The world of her household centred firstly around the food. A diet of souse, black pudding, roti and the like. When they came, English school curries were a culture shock with their mild taste and their special addition of raisins.
Both parents stressed the overweaning importance of education to her: "They were obsessed with getting a good education for their children and the concomitant need for discipline: what you did and you did not do as well as the feeling of belonging to a community." Colleen remembered a household in which friends always dropped in and there was active (and loud) discussion about politics, rum and all things under the sun.
She retained the idyllic images until her first visit 'home' at the tender age of 14. The culture shock almost proved too much until that food again settled her physically and emotionally. So much so that when she returned at 17, she wanted to stay forever. It was only her father's stern warning about having to join the Guyana National Service that brought her scurrying back to London.
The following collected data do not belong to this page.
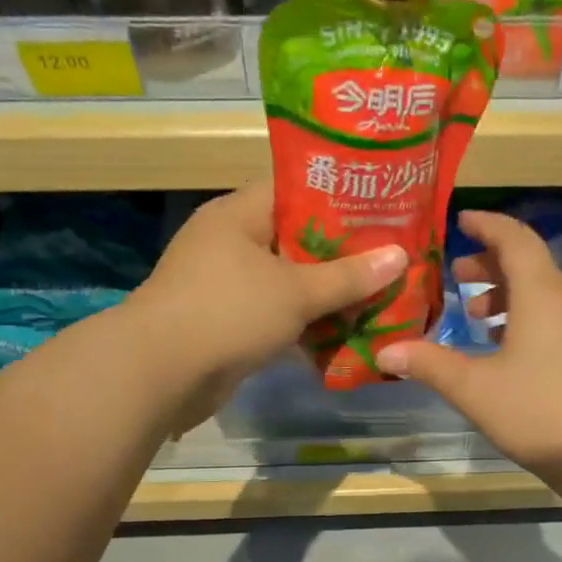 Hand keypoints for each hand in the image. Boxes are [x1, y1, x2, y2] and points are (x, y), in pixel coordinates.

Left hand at [127, 180, 407, 421]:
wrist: (161, 373)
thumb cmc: (229, 312)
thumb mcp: (296, 291)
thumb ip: (349, 276)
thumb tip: (400, 257)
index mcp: (239, 214)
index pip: (295, 188)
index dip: (339, 195)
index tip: (381, 206)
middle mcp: (229, 242)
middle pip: (295, 238)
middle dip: (341, 252)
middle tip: (389, 256)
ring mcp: (224, 284)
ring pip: (286, 280)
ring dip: (325, 292)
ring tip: (375, 295)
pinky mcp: (225, 322)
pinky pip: (274, 313)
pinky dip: (303, 322)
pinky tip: (341, 332)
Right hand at [377, 210, 561, 480]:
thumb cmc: (539, 412)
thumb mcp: (474, 389)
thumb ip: (429, 364)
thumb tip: (386, 351)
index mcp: (542, 294)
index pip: (515, 239)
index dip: (487, 225)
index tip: (461, 221)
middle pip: (529, 265)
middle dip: (491, 264)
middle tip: (457, 275)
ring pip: (543, 294)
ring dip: (508, 296)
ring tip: (475, 317)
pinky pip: (556, 319)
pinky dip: (526, 319)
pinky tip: (505, 351)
But that was naught compared to her last visit in 2000; this time in the company of Prince Charles.
She had made her mission to get him to her 'home' when she took the job with him. She thought it was "the best overseas trip he has ever done" and had been a "storming success" not least for Guyana where the Prince on a chance view out of an aircraft window over the interior saw a cocoa plantation. That today supplies organic ingredients for his Duchy of Cornwall chocolate. The Prince of Wales very obviously liked the people and remembered their links in the UK. So much so that when he spots Colleen talking to a fellow Afro Caribbean he asks whether they too are what even he calls "a member of the Guyanese Mafia". Colleen has been selected to join the senior ranks of that 'Mafia' by the Foreign Office (and 'the Godmother' Baroness Valerie Amos) asking her to chair the Caribbean Board - a government quango whose aim is to influence policy towards the Caribbean.
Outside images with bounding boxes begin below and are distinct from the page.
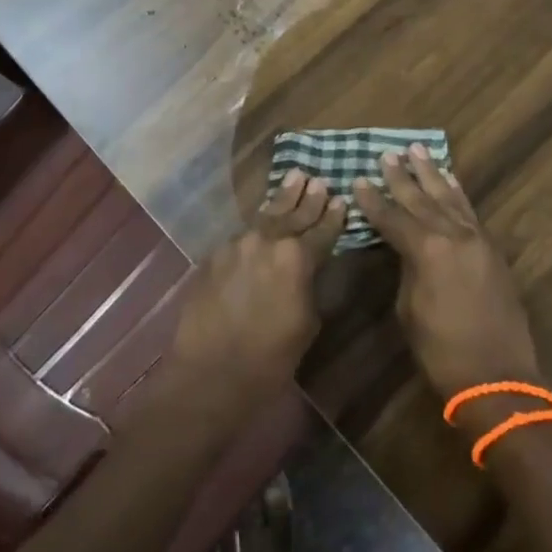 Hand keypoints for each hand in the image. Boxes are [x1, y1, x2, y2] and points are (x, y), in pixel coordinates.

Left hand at [161, 171, 345, 433]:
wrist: (210, 374)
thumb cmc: (269, 359)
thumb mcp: (306, 323)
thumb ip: (311, 285)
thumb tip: (311, 269)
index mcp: (297, 258)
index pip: (322, 231)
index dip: (333, 217)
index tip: (341, 200)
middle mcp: (267, 241)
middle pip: (293, 215)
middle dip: (308, 199)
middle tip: (319, 180)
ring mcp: (237, 244)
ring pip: (265, 216)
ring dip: (282, 199)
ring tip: (295, 177)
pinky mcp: (215, 254)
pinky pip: (243, 233)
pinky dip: (258, 224)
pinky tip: (264, 217)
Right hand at [354, 145, 544, 403]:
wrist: (498, 377)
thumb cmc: (441, 350)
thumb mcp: (409, 309)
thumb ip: (407, 268)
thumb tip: (406, 249)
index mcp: (427, 250)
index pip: (392, 217)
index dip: (372, 200)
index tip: (358, 179)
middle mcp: (453, 235)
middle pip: (421, 199)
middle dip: (402, 176)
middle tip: (387, 154)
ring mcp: (476, 240)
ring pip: (449, 198)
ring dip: (432, 174)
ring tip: (418, 151)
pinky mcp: (492, 250)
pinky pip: (469, 212)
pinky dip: (457, 193)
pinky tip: (449, 181) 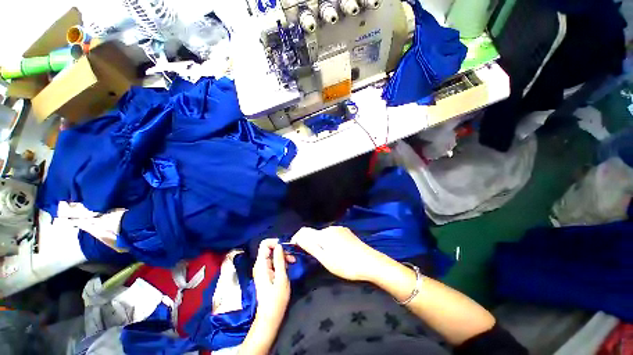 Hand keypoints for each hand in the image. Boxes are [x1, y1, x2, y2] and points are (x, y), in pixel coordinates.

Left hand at [252, 239, 291, 324]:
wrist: (269, 317)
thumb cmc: (276, 299)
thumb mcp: (281, 278)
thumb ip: (279, 260)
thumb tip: (279, 245)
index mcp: (261, 265)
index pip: (264, 244)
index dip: (275, 242)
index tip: (286, 248)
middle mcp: (260, 265)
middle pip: (269, 249)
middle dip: (281, 250)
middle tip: (292, 257)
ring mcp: (262, 269)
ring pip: (272, 255)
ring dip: (283, 256)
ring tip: (293, 261)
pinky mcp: (266, 274)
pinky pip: (273, 262)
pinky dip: (281, 261)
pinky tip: (288, 266)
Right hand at [291, 226, 390, 281]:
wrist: (370, 262)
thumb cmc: (345, 265)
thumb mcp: (325, 259)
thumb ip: (311, 247)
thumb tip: (298, 238)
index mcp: (323, 234)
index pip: (304, 231)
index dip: (297, 238)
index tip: (295, 248)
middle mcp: (331, 228)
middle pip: (314, 233)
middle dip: (310, 242)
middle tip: (312, 257)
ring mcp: (340, 229)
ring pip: (324, 234)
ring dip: (321, 242)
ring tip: (326, 256)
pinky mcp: (347, 232)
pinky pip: (333, 235)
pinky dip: (329, 241)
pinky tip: (337, 251)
Colleen married an Englishman but passed on to her own children some of those Guyanese values imbued in her by her mother. "My upbringing has influenced them more than my husband's". But, ersatz or not, she still thinks of Guyana as home "somewhere to return to" she says. All that stops her is the small size of her remaining family there and limited finance. And her job.
She may have infiltrated the establishment but she has also learned that discretion is the byword to survive. She had let some light into the closed world of St James Palace but refused to be drawn on the 'real' Prince Harry or even the (unreal) Prince Charles. In the Court, one does not get caught.